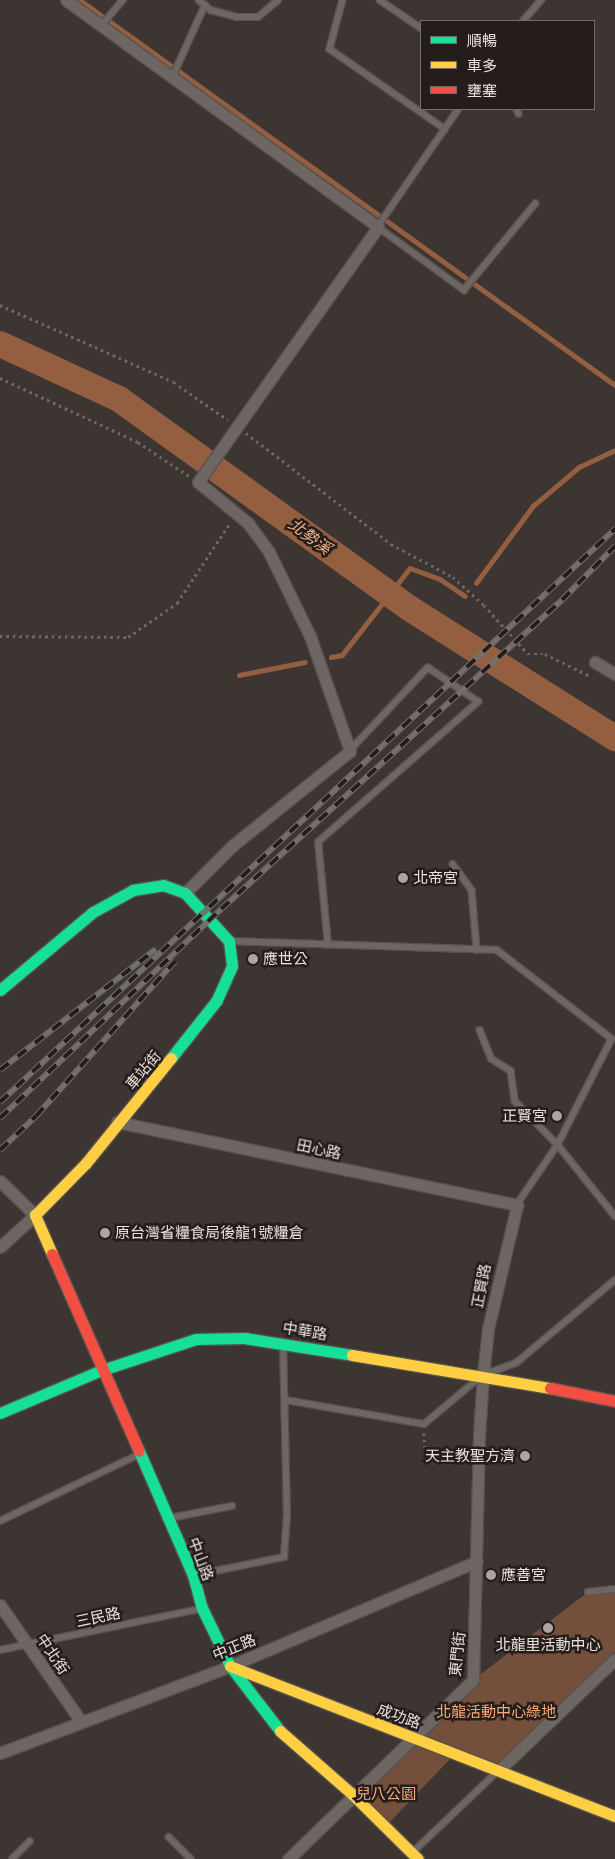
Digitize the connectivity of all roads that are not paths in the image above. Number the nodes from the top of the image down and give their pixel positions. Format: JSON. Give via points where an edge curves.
{"nodes":[{"id":1,"x":66,"y":0,"type":"edge"},
{"id":2,"x":123,"y":0,"type":"edge"},
{"id":3,"x":199,"y":0,"type":"edge"},
{"id":4,"x":278,"y":0,"type":"edge"},
{"id":5,"x":343,"y":0,"type":"edge"},
{"id":6,"x":380,"y":0,"type":"edge"},
{"id":7,"x":542,"y":0,"type":"edge"},
{"id":8,"x":205,"y":5,"type":"junction"},
{"id":9,"x":524,"y":20,"type":"edge"},
{"id":10,"x":101,"y":25,"type":"junction"},
{"id":11,"x":420,"y":27,"type":"edge"},
{"id":12,"x":173,"y":76,"type":"junction"},
{"id":13,"x":458,"y":110,"type":"edge"},
{"id":14,"x":445,"y":129,"type":"junction"},
{"id":15,"x":535,"y":204,"type":"dead end"},
{"id":16,"x":379,"y":225,"type":"junction"},
{"id":17,"x":595,"y":662,"type":"dead end"},
{"id":18,"x":615,"y":674,"type":"edge"},
{"id":19,"x":350,"y":751,"type":"junction"},
{"id":20,"x":453,"y":864,"type":"dead end"},
{"id":21,"x":185,"y":893,"type":"junction"},
{"id":22,"x":229,"y":941,"type":"junction"},
{"id":23,"x":328,"y":944,"type":"junction"},
{"id":24,"x":477,"y":950,"type":"junction"},
{"id":25,"x":0,"y":990,"type":"edge"},
{"id":26,"x":480,"y":1030,"type":"dead end"},
{"id":27,"x":117,"y":1122,"type":"junction"},
{"id":28,"x":558,"y":1145,"type":"junction"},
{"id":29,"x":0,"y":1181,"type":"edge"},
{"id":30,"x":517,"y":1205,"type":"junction"},
{"id":31,"x":34,"y":1215,"type":"junction"},
{"id":32,"x":615,"y":1216,"type":"edge"},
{"id":33,"x":0,"y":1247,"type":"edge"},
{"id":34,"x":615,"y":1280,"type":"edge"},
{"id":35,"x":283,"y":1343,"type":"junction"},
{"id":36,"x":102,"y":1370,"type":"junction"},
{"id":37,"x":483,"y":1375,"type":"junction"},
{"id":38,"x":286,"y":1400,"type":"junction"},
{"id":39,"x":615,"y":1401,"type":"edge"},
{"id":40,"x":0,"y":1413,"type":"edge"},
{"id":41,"x":140,"y":1454,"type":"junction"},
{"id":42,"x":232,"y":1506,"type":"dead end"},
{"id":43,"x":168,"y":1518,"type":"junction"},
{"id":44,"x":0,"y":1521,"type":"edge"},
{"id":45,"x":476,"y":1561,"type":"junction"},
{"id":46,"x":193,"y":1575,"type":"junction"},
{"id":47,"x":615,"y":1589,"type":"edge"},
{"id":48,"x":588,"y":1592,"type":"dead end"},
{"id":49,"x":0,"y":1605,"type":"edge"},
{"id":50,"x":202,"y":1608,"type":"junction"},
{"id":51,"x":28,"y":1644,"type":"junction"},
{"id":52,"x":0,"y":1650,"type":"edge"},
{"id":53,"x":615,"y":1659,"type":"edge"},
{"id":54,"x":230,"y":1666,"type":"junction"},
{"id":55,"x":80,"y":1720,"type":"junction"},
{"id":56,"x":413,"y":1737,"type":"junction"},
{"id":57,"x":0,"y":1753,"type":"edge"},
{"id":58,"x":500,"y":1769,"type":"junction"},
{"id":59,"x":353,"y":1795,"type":"junction"},
{"id":60,"x":615,"y":1816,"type":"edge"},
{"id":61,"x":169,"y":1836,"type":"dead end"},
{"id":62,"x":30,"y":1841,"type":"dead end"},
{"id":63,"x":415,"y":1856,"type":"edge"},
{"id":64,"x":12,"y":1859,"type":"edge"},
{"id":65,"x":192,"y":1859,"type":"edge"},
{"id":66,"x":288,"y":1859,"type":"edge"}],
"edges":[{"from":1,"to":10,"type":"street"},
{"from":2,"to":10,"type":"lane"},
{"from":3,"to":8,"type":"lane"},
{"from":4,"to":8,"type":"lane","via":[[258,17],[237,17],[211,10]]},
{"from":5,"to":14,"type":"lane","via":[[330,50]]},
{"from":6,"to":11,"type":"lane"},
{"from":7,"to":9,"type":"lane"},
{"from":8,"to":12,"type":"lane"},
{"from":10,"to":12,"type":"street"},
{"from":12,"to":16,"type":"street"},
{"from":13,"to":14,"type":"lane"},
{"from":14,"to":16,"type":"lane"},
{"from":15,"to":16,"type":"lane","via":[[464,290]]},
{"from":16,"to":19,"type":"street","via":[[198,482],[236,514],[269,552],[306,628]]},
{"from":17,"to":18,"type":"street"},
{"from":19,"to":21,"type":"street","via":[[232,846]]},
{"from":19,"to":23,"type":"lane","via":[[428,668],[478,702],[318,842]]},
{"from":20,"to":24,"type":"lane","via":[[472,890]]},
{"from":21,"to":22,"type":"street"},
{"from":21,"to":25,"type":"street","via":[[163,885],[133,890],[92,912]]},
{"from":22,"to":23,"type":"lane"},
{"from":22,"to":27,"type":"street","name":"車站街","via":[[232,966],[217,1000]]},
{"from":23,"to":24,"type":"lane"},
{"from":24,"to":28,"type":"lane","via":[[497,950],[612,1039]]},
{"from":26,"to":28,"type":"lane","via":[[492,1059],[511,1071],[516,1101]]},
{"from":27,"to":30,"type":"street","name":"田心路"},
{"from":27,"to":31,"type":"street","name":"車站街","via":[[86,1163]]},
{"from":28,"to":30,"type":"lane"},
{"from":28,"to":32,"type":"lane"},
{"from":29,"to":31,"type":"street"},
{"from":30,"to":37,"type":"street","name":"正賢路","via":[[488,1329]]},
{"from":31,"to":33,"type":"street","name":"車站街"},
{"from":31,"to":36,"type":"street","name":"中山路"},
{"from":34,"to":37,"type":"lane","via":[[516,1363]]},
{"from":35,"to":36,"type":"street","name":"中華路","via":[[244,1338],[196,1339]]},
{"from":35,"to":37,"type":"street","name":"中華路"},
{"from":35,"to":38,"type":"lane"},
{"from":36,"to":40,"type":"street","name":"中華路"},
{"from":36,"to":41,"type":"street","name":"中山路"},
{"from":37,"to":38,"type":"lane","via":[[424,1424]]},
{"from":37,"to":39,"type":"street","name":"中華路"},
{"from":37,"to":45,"type":"street","name":"東門街"},
{"from":38,"to":46,"type":"lane","via":[[288,1518],[284,1557]]},
{"from":41,"to":43,"type":"street","name":"中山路"},
{"from":41,"to":44,"type":"lane"},
{"from":42,"to":43,"type":"lane"},
{"from":43,"to":46,"type":"street","name":"中山路"},
{"from":45,"to":54,"type":"street","name":"中正路"},
{"from":45,"to":56,"type":"street","name":"東門街","via":[[473,1680]]},
{"from":46,"to":50,"type":"street","name":"中山路"},
{"from":47,"to":48,"type":"lane"},
{"from":49,"to":51,"type":"street","name":"中北街"},
{"from":50,"to":51,"type":"lane","name":"三民路"},
{"from":50,"to":54,"type":"street","name":"中山路"},
{"from":51,"to":52,"type":"lane","name":"三民路"},
{"from":51,"to":55,"type":"street","name":"中北街"},
{"from":53,"to":58,"type":"street"},
{"from":54,"to":55,"type":"street","name":"中正路"},
{"from":54,"to":56,"type":"street","name":"成功路"},
{"from":54,"to":59,"type":"street","name":"中山路","via":[[275,1728]]},
{"from":55,"to":57,"type":"street","name":"中正路"},
{"from":56,"to":58,"type":"street","name":"成功路"},
{"from":56,"to":59,"type":"street","name":"東門街"},
{"from":58,"to":60,"type":"street","name":"成功路"},
{"from":58,"to":63,"type":"lane"},
{"from":59,"to":63,"type":"street","name":"中山路"},
{"from":59,"to":66,"type":"street","name":"東門街"},
{"from":61,"to":65,"type":"lane"},
{"from":62,"to":64,"type":"lane"}]}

+++

--- What is being asked ---
The expected output is each line of the records above that includes the word "nodes".

--- Solution for this exercise ---
Digitize the connectivity of all roads that are not paths in the image above. Number the nodes from the top of the image down and give their pixel positions. Format: JSON. Give via points where an edge curves.
{"nodes":[{"id":1,"x":66,"y":0,"type":"edge"},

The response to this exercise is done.